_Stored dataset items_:
-=-=-=-=-

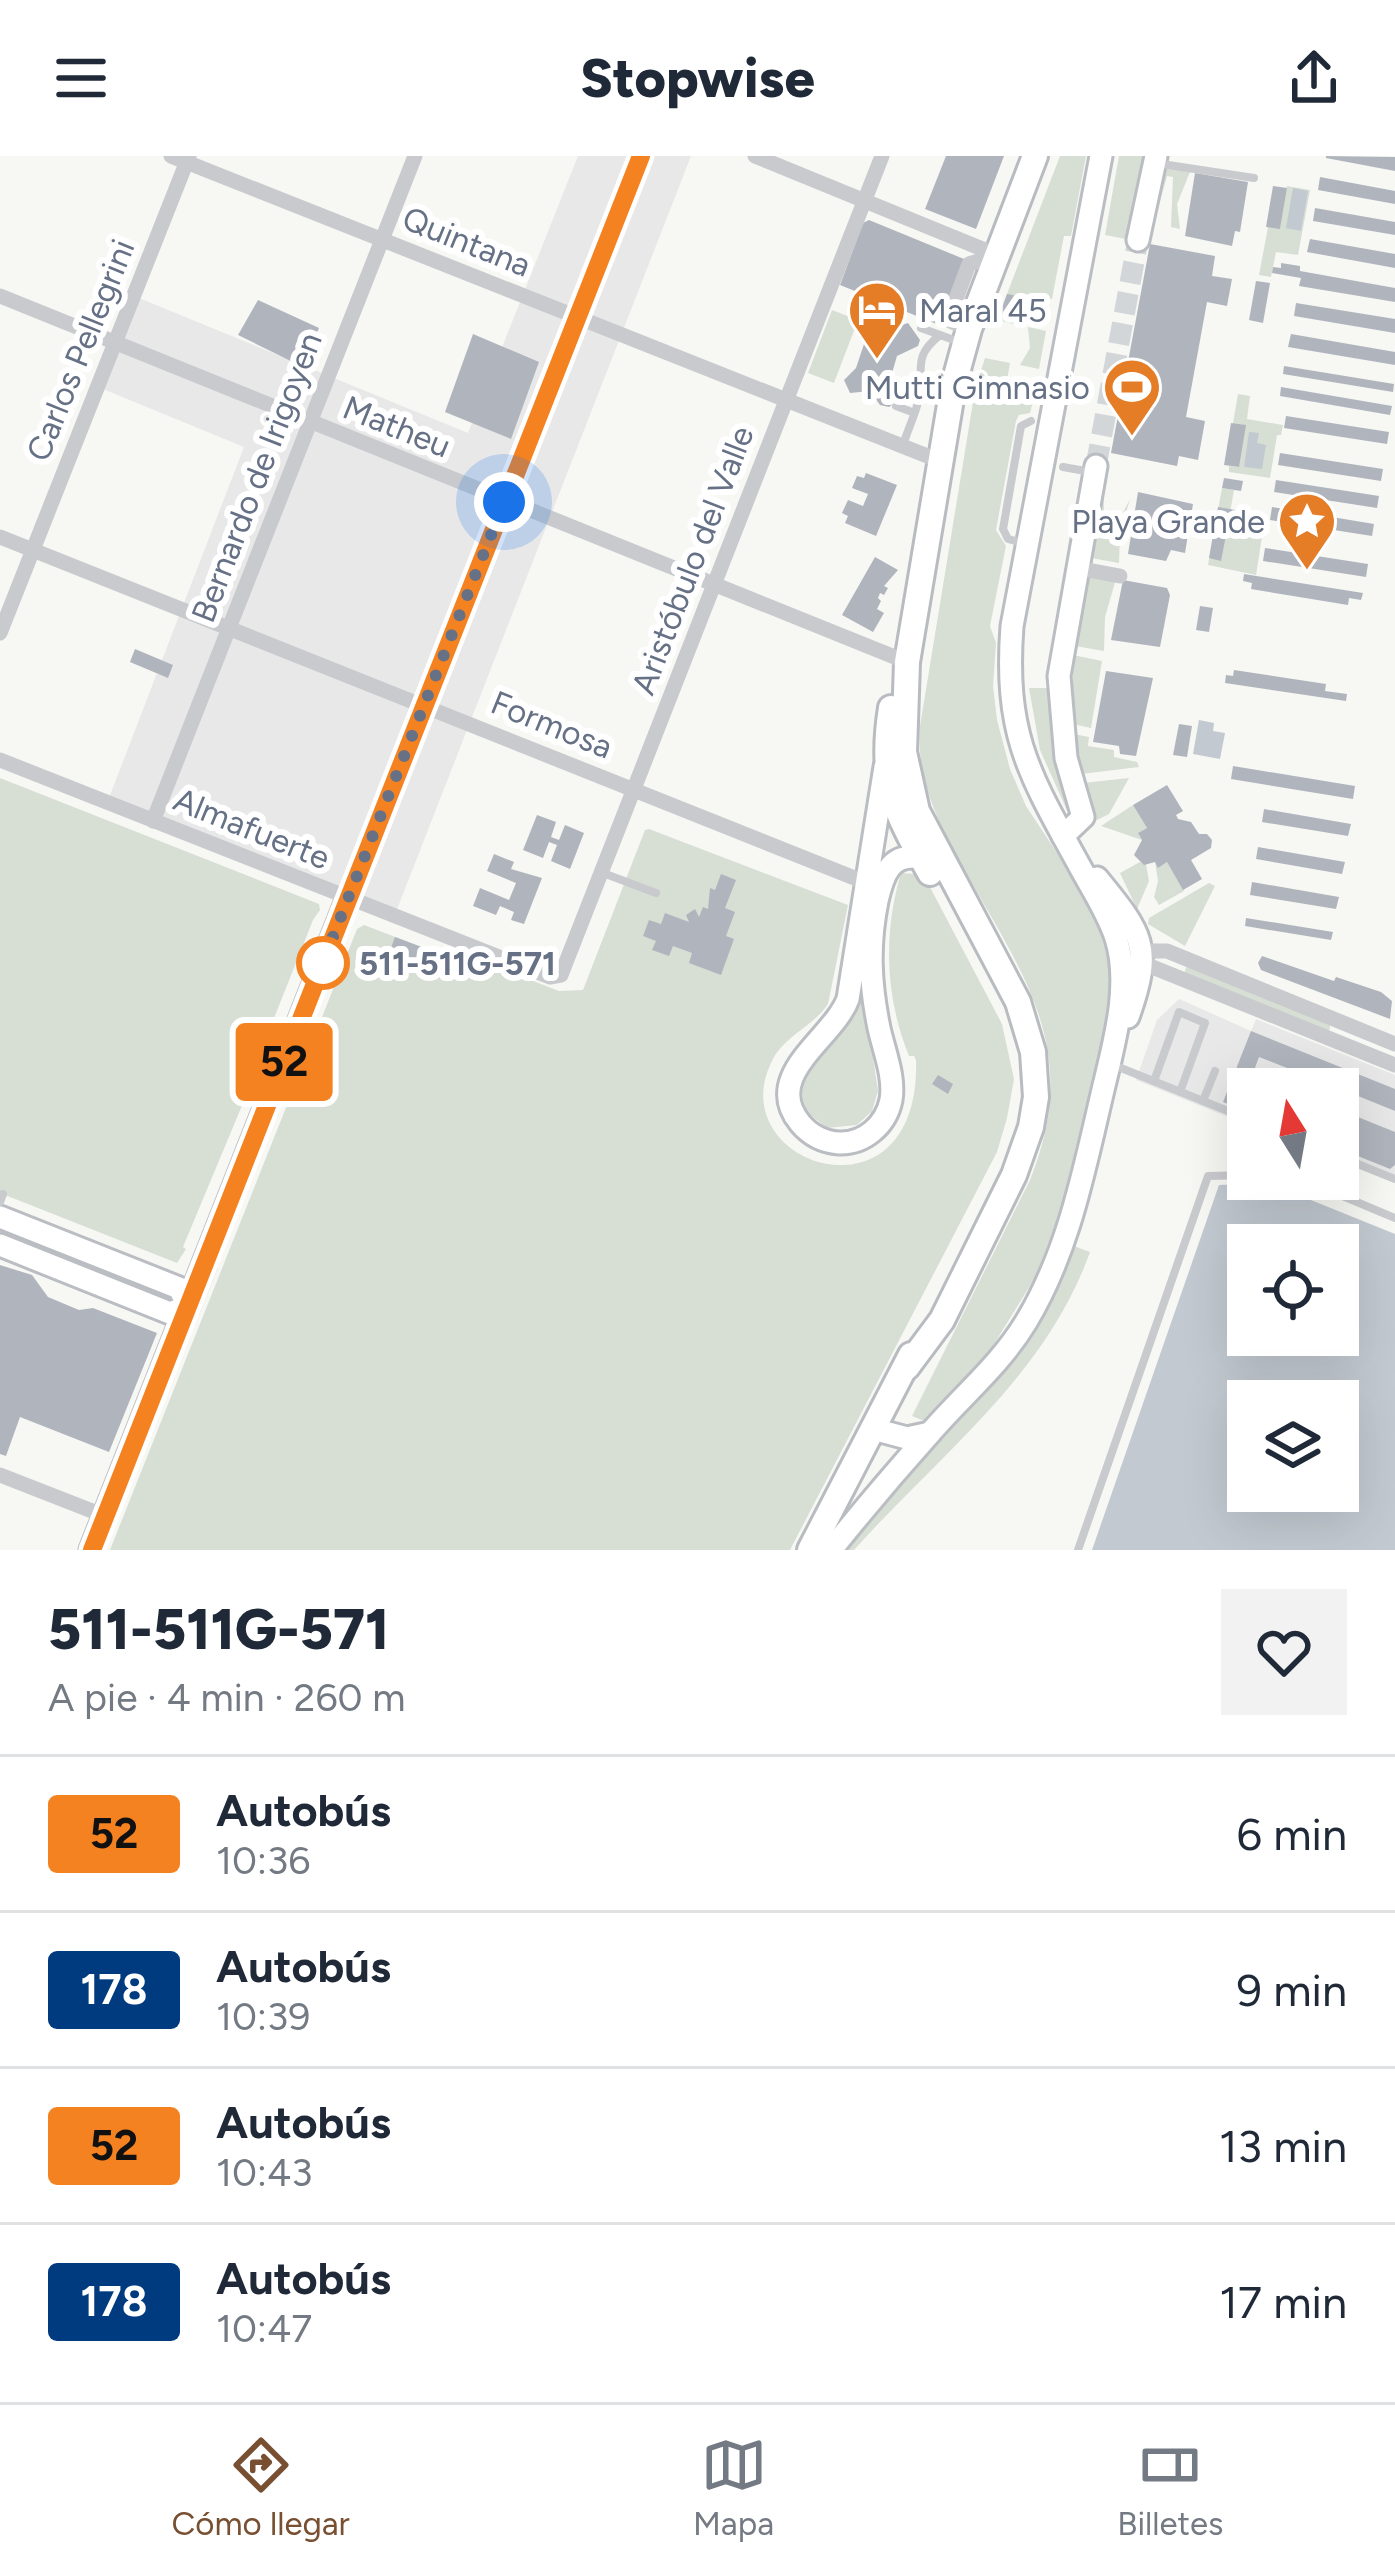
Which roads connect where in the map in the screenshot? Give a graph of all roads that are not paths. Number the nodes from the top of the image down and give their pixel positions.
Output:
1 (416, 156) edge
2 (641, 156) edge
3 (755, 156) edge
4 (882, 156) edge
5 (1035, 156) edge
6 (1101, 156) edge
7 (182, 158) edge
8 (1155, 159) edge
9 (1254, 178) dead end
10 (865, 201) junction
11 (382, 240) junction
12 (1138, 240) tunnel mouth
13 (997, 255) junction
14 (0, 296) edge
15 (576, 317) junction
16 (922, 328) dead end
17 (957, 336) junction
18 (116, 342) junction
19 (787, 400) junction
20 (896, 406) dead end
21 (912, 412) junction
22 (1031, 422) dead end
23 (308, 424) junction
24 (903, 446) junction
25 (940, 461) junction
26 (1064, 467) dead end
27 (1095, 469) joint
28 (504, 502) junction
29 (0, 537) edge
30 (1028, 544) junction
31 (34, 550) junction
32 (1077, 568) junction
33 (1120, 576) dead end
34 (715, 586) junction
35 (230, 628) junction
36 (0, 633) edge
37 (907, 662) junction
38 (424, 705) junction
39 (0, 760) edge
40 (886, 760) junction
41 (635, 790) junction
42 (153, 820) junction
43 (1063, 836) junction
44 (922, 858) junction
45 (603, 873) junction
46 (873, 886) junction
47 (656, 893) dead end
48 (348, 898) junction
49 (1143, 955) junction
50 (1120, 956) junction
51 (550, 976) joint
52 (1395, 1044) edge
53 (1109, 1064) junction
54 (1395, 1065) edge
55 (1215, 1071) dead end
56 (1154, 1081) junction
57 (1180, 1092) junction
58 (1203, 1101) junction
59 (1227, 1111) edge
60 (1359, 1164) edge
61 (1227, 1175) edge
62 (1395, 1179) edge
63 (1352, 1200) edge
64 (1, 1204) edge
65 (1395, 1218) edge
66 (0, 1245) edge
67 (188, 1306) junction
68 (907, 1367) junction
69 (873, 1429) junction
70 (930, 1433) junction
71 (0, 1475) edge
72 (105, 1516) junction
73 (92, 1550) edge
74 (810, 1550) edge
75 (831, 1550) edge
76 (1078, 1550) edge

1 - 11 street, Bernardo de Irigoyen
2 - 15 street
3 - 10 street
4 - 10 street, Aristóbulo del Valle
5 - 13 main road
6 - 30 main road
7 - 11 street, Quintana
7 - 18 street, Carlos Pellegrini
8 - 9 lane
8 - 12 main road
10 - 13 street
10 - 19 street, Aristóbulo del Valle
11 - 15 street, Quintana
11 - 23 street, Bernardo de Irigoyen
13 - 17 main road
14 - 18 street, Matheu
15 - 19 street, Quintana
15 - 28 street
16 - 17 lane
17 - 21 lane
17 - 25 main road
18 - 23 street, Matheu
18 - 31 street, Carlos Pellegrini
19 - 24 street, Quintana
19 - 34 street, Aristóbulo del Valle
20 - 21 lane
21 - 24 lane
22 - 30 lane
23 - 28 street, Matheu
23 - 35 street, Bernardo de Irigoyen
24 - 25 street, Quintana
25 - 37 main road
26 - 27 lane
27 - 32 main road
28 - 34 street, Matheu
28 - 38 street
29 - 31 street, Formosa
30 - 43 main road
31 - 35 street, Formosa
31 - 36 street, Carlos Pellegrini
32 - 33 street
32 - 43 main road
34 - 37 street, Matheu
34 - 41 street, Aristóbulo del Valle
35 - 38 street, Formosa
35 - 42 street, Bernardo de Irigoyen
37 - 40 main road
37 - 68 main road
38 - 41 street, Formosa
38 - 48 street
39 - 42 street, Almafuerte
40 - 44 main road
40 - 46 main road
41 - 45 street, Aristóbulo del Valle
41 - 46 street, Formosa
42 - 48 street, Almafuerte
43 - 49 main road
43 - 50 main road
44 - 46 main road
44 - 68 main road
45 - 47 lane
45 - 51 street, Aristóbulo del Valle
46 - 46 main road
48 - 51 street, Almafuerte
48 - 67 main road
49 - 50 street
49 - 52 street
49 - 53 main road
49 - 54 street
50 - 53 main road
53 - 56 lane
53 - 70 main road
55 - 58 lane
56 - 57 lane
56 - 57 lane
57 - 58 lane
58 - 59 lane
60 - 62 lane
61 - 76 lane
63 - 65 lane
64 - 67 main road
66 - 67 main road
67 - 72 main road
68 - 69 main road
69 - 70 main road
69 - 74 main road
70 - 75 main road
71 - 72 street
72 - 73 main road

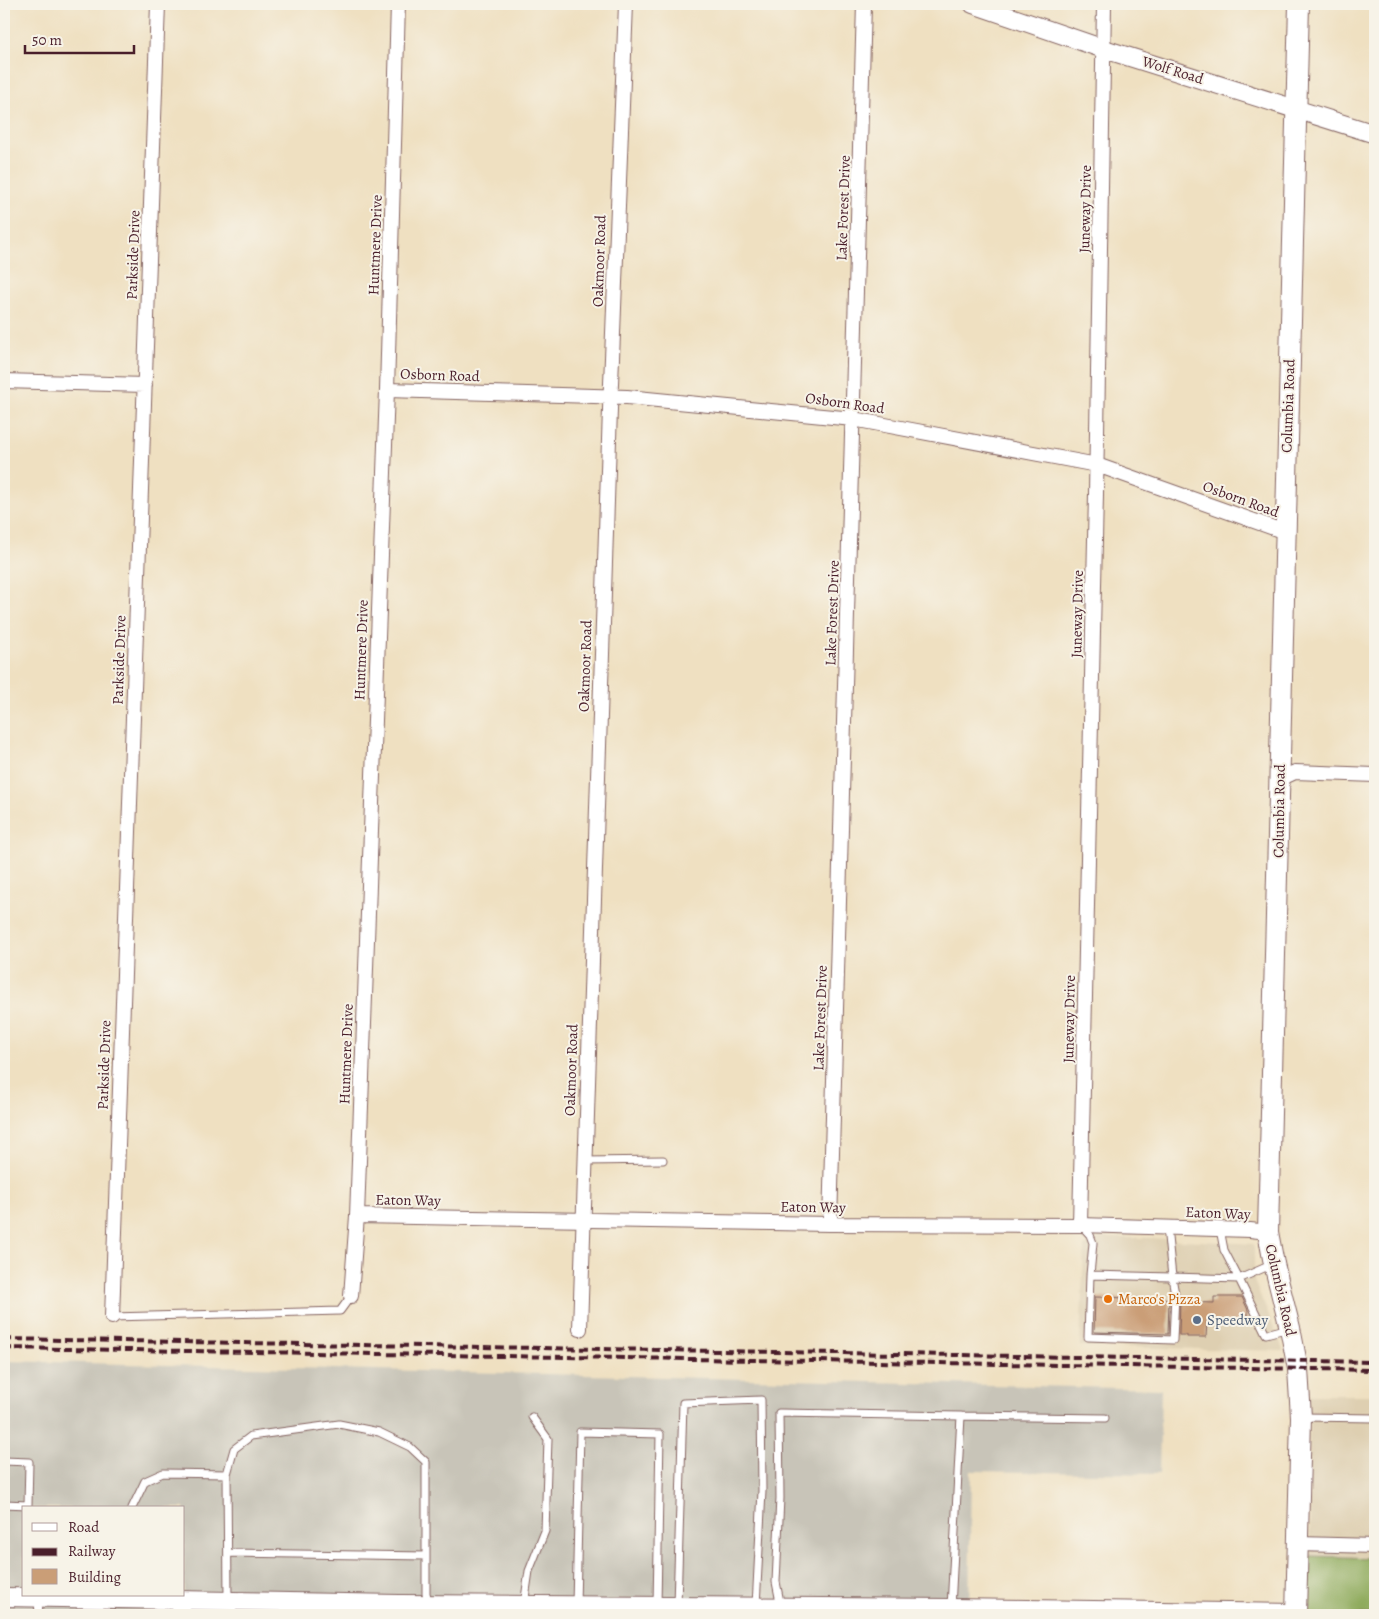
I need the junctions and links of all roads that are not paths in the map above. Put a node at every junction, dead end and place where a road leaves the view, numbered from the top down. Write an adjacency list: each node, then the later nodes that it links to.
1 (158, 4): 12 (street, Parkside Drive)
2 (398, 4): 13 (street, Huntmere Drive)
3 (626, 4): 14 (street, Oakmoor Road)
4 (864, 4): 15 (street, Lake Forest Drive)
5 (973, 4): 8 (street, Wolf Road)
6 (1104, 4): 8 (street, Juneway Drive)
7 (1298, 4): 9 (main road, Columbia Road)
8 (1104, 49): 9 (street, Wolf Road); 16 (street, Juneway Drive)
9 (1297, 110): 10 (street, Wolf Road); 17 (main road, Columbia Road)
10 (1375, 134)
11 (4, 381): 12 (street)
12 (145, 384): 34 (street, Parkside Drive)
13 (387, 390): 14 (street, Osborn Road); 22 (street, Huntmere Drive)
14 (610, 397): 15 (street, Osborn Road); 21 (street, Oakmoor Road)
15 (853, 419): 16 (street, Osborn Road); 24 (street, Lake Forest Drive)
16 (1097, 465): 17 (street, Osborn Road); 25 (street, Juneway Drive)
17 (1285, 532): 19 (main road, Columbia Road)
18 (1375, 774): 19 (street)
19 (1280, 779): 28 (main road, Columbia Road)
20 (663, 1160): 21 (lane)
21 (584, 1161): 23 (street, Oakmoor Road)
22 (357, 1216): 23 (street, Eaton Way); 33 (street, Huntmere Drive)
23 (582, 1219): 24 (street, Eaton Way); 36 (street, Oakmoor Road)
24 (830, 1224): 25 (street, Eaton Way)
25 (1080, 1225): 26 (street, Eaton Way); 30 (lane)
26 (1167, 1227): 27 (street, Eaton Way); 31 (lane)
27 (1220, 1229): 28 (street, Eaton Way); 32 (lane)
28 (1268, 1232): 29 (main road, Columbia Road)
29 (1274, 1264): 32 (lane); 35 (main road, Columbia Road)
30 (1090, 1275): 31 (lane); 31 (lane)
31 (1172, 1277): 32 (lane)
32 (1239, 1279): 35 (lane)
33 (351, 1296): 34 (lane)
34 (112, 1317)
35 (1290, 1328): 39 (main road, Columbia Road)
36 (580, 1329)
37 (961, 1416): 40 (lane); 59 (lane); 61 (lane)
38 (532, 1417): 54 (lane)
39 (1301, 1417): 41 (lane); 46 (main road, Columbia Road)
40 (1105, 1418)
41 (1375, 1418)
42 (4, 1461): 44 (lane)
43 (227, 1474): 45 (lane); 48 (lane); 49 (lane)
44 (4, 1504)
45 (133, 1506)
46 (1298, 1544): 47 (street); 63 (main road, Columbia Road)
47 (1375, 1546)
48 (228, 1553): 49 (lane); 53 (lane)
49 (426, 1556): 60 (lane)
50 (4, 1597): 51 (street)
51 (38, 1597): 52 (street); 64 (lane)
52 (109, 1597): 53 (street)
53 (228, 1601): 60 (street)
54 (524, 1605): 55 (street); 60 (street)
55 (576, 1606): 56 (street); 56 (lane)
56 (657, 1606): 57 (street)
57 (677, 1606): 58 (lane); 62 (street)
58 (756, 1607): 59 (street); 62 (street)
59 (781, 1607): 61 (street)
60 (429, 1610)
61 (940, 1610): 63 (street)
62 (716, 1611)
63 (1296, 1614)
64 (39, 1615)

-=-=-=-=-

_Task details_: Across the data above, how many lines carry the word "Juneway"? Only the number is needed.

_Output below_: 3